Le chercheur Jean-François Ghiglione a remonté le Rhône en 2023 sur la goélette scientifique Tara à la recherche de nano plastiques. Il affirme que des dizaines de milliers de tonnes de ces polluants en provenance du Rhône se jettent en Méditerannée.
Le constat est implacable : 80 % des déchets plastiques retrouvés en mer proviennent de la terre et notamment des fleuves. Jean-François Ghiglione, chercheur en écologie et écotoxicologie microbienne marine du CNRS, a remonté le Rhône en 2023 sur la goélette scientifique Tara et opéré des prélèvements, à la recherche de nano plastiques. A l'heure où l'eau des fleuves, en particulier le Rhône, est de plus en plus polluée, ce scientifique alerte sur l'urgence à réduire la production de plastiques primaires.

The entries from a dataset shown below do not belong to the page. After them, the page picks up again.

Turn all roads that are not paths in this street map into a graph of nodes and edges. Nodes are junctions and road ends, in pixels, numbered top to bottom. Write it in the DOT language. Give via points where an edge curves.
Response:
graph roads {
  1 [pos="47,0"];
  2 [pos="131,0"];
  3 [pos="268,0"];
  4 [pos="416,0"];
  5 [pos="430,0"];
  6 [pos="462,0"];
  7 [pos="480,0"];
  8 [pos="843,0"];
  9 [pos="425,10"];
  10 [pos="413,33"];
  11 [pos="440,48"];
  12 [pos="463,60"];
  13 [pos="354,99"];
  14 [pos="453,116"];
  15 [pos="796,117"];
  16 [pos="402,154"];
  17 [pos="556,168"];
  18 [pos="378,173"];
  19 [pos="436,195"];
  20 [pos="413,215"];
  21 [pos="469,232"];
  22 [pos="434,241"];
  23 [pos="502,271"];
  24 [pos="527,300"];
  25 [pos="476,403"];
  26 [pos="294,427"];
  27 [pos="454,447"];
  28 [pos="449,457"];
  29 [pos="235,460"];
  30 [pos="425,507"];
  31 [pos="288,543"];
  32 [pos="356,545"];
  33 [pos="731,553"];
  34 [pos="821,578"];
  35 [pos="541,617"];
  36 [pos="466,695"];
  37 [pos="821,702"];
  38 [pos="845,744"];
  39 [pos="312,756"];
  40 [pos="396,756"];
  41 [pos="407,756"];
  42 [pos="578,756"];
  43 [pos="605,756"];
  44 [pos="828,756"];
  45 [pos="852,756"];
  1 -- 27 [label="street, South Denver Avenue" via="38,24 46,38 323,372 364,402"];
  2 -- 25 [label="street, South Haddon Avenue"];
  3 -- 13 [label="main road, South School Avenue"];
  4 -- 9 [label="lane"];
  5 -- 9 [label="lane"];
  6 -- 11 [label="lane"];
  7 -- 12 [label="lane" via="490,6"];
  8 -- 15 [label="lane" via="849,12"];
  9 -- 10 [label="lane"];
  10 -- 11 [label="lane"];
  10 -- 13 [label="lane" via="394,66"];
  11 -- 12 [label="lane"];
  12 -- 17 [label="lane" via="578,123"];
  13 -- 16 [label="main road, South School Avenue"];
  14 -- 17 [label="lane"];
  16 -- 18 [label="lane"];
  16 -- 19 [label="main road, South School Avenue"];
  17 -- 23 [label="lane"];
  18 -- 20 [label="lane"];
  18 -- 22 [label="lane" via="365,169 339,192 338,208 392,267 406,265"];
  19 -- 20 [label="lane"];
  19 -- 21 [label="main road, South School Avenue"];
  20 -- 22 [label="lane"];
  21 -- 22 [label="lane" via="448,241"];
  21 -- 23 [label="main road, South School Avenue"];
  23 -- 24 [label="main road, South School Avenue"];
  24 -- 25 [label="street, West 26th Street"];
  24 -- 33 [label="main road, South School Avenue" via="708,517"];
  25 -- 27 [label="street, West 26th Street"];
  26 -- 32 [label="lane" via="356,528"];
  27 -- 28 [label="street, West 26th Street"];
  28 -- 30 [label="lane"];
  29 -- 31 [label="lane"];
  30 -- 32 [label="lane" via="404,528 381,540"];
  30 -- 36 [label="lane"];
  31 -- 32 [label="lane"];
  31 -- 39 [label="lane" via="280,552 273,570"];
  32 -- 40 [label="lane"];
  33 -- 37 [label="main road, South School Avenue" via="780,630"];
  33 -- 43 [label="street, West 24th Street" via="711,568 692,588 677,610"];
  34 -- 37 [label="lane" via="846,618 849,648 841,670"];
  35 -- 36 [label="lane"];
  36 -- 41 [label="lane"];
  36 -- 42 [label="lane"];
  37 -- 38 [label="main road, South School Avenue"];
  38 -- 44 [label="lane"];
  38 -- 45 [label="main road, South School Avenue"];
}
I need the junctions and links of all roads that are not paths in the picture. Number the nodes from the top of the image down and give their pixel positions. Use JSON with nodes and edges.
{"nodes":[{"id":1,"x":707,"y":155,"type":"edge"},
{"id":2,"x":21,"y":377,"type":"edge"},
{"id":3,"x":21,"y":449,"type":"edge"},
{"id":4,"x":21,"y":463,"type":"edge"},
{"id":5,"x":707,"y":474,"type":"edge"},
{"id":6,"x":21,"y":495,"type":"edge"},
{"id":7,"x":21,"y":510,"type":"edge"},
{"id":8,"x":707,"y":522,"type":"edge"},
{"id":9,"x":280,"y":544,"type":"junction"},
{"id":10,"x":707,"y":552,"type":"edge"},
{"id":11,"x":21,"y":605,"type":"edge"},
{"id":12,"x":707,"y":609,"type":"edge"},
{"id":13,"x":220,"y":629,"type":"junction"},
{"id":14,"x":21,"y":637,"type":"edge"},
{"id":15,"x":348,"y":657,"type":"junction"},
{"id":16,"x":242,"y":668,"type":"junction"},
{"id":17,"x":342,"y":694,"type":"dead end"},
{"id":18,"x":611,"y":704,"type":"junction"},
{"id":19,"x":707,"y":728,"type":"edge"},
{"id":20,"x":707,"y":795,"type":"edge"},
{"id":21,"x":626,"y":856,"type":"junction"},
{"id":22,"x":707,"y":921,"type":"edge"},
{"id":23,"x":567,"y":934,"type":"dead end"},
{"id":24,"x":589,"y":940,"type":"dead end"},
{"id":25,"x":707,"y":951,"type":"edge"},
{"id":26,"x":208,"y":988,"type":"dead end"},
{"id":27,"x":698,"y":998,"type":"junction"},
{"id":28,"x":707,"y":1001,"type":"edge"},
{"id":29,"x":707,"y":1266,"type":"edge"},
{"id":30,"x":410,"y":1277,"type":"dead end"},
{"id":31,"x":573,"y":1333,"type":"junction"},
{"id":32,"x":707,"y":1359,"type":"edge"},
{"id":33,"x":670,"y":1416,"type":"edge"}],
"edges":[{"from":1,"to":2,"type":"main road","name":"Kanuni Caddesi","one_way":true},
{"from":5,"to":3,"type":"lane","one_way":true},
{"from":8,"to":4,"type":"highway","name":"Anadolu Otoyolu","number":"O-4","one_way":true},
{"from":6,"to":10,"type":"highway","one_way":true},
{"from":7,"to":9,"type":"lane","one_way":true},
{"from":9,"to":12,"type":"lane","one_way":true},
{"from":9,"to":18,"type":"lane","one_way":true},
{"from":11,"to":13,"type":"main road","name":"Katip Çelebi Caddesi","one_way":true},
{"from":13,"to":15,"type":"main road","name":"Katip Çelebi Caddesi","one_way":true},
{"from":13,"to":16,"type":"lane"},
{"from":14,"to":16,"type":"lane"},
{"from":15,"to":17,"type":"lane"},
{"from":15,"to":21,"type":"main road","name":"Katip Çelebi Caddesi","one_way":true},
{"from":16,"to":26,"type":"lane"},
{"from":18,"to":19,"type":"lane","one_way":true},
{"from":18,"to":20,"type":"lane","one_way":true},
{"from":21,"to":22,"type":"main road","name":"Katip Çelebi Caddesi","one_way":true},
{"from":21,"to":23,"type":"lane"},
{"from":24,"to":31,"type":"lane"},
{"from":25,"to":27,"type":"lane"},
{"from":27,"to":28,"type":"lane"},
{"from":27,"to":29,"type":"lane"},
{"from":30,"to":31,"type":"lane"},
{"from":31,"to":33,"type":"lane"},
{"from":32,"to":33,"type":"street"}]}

Des dizaines de milliers de tonnes de plastique dans le Rhône
Trois types de déchets plastiques ont été étudiés sur cinq points du fleuve Rhône. Les plus gros sont les macro-plastiques (+ de 5 mm), GPS, tels que des bouteilles, sacs, ou emballages qui ont pu être suivis grâce à des balises. De taille moindre, les micro-plastiques (entre 5 mm et 0,001 mm) , assimilables à des poussières, des microbilles de cosmétiques, ou encore des fibres synthétiques issues de lessives sont ceux que l'on retrouve en plus grande quantité dans les mers et les océans. Enfin, les nano-plastiques (- de 0,001 mm) sont invisibles à l’œil nu.
Dans la baie de la Ciotat, on a pu observer un million de microplastiques sur une seule journée.
Jean-Francois Ghiglione, chercheur au CNRSFrance 3 Provence-Alpes
"Dans l'eau du Rhône, on a estimé à des dizaines de milliers de tonnes par an les déchets plastiques qui vont se jeter dans la mer", explique Jean-François Ghiglione, parmi lesquelles des particules provenant de la fragmentation des macro-plastiques, de leur décomposition en morceaux. "Les plastiques se transforment tous sur terre avant d'arriver dans les fleuves, fragmentés par l'abrasion et les ultraviolets."
Le chercheur dit avoir pu observer des variations en fonction des saisons avec des pics de rejets polluants plus importants par exemple pendant les crues. "On a peu à peu plastifié notre environnement, car quelle que soit leur forme, les plastiques vont être ingérés à tous les échelons de la chaîne alimentaire". Une situation qui met ainsi en danger les écosystèmes marins et la santé des populations.
Urgence à réduire la production
Chaque année, on estime à 11 millions de tonnes la quantité de déchets plastiques déversée dans l’Océan. À ce rythme, selon les prévisions, d'ici à 2050 les mers et les océans compteront autant de plastiques que de poissons. Jean-François Ghiglione alerte sur l'urgence à réduire la production et la consommation individuelle des plastiques à usage unique, car "c'est essentiellement ce que l'on va retrouver dans le Rhône et dans la mer".
Dans nos déchets ménagers, 10% seulement de notre poubelle jaune est recyclé, mais surtout une poubelle sur 10 va finir dans les océans.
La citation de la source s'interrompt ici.